→ Task requirements: Give the lines below again, exactly as they stand, and leave out the images.

→ Data for this exercise:
--- START ---

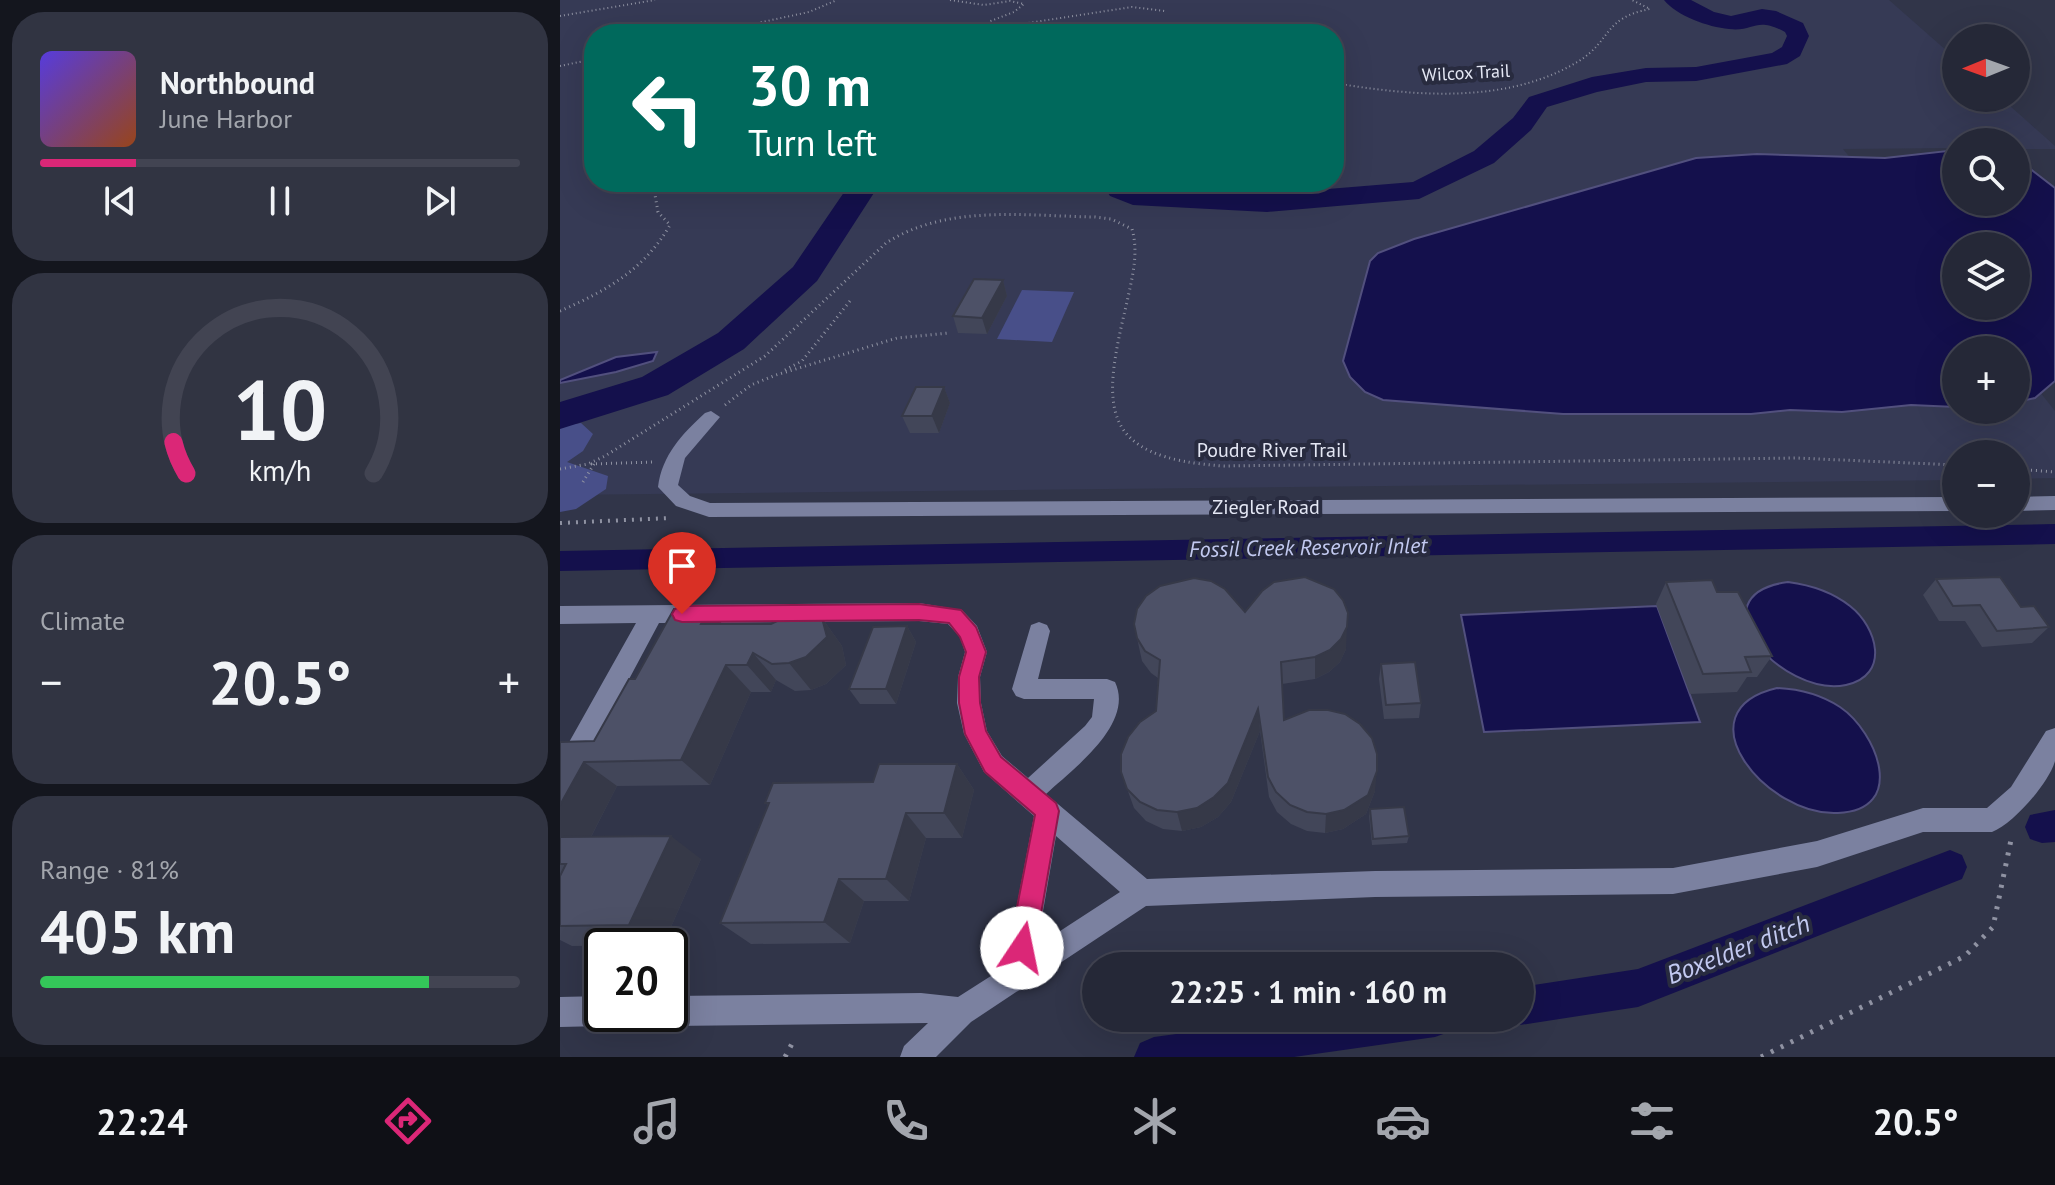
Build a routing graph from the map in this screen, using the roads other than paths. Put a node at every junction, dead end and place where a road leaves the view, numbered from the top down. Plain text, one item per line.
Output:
1 (711, 417) road end
2 (2055, 503) edge
3 (1942, 504) edge
4 (2030, 504) edge
5 (560, 615) edge
6 (652, 615) junction
7 (1039, 631) dead end
8 (2055, 739) edge
9 (572, 761) edge
10 (1038, 803) junction
11 (1142, 893) junction
12 (1017, 976) junction
13 (584, 1011) edge
14 (688, 1011) edge
15 (560, 1012) edge
16 (961, 1012) junction
17 (915, 1057) edge

1 - 3 street, Ziegler Road
2 - 4 street
5 - 6 street
6 - 9 street
6 - 10 street
7 - 10 street
8 - 11 street
10 - 11 street
10 - 12 street
11 - 12 street
12 - 16 street
13 - 15 street
14 - 16 street
16 - 17 street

--- END ---

→ Answer below:
Build a routing graph from the map in this screen, using the roads other than paths. Put a node at every junction, dead end and place where a road leaves the view, numbered from the top down. Plain text, one item per line.
Output:
1 (711, 417) road end
2 (2055, 503) edge
3 (1942, 504) edge
4 (2030, 504) edge
5 (560, 615) edge
6 (652, 615) junction
7 (1039, 631) dead end
8 (2055, 739) edge
9 (572, 761) edge
10 (1038, 803) junction
11 (1142, 893) junction
12 (1017, 976) junction
13 (584, 1011) edge
14 (688, 1011) edge
15 (560, 1012) edge
16 (961, 1012) junction
17 (915, 1057) edge

1 - 3 street, Ziegler Road
2 - 4 street
5 - 6 street
6 - 9 street
6 - 10 street
7 - 10 street
8 - 11 street
10 - 11 street
10 - 12 street
11 - 12 street
12 - 16 street
13 - 15 street
14 - 16 street
16 - 17 street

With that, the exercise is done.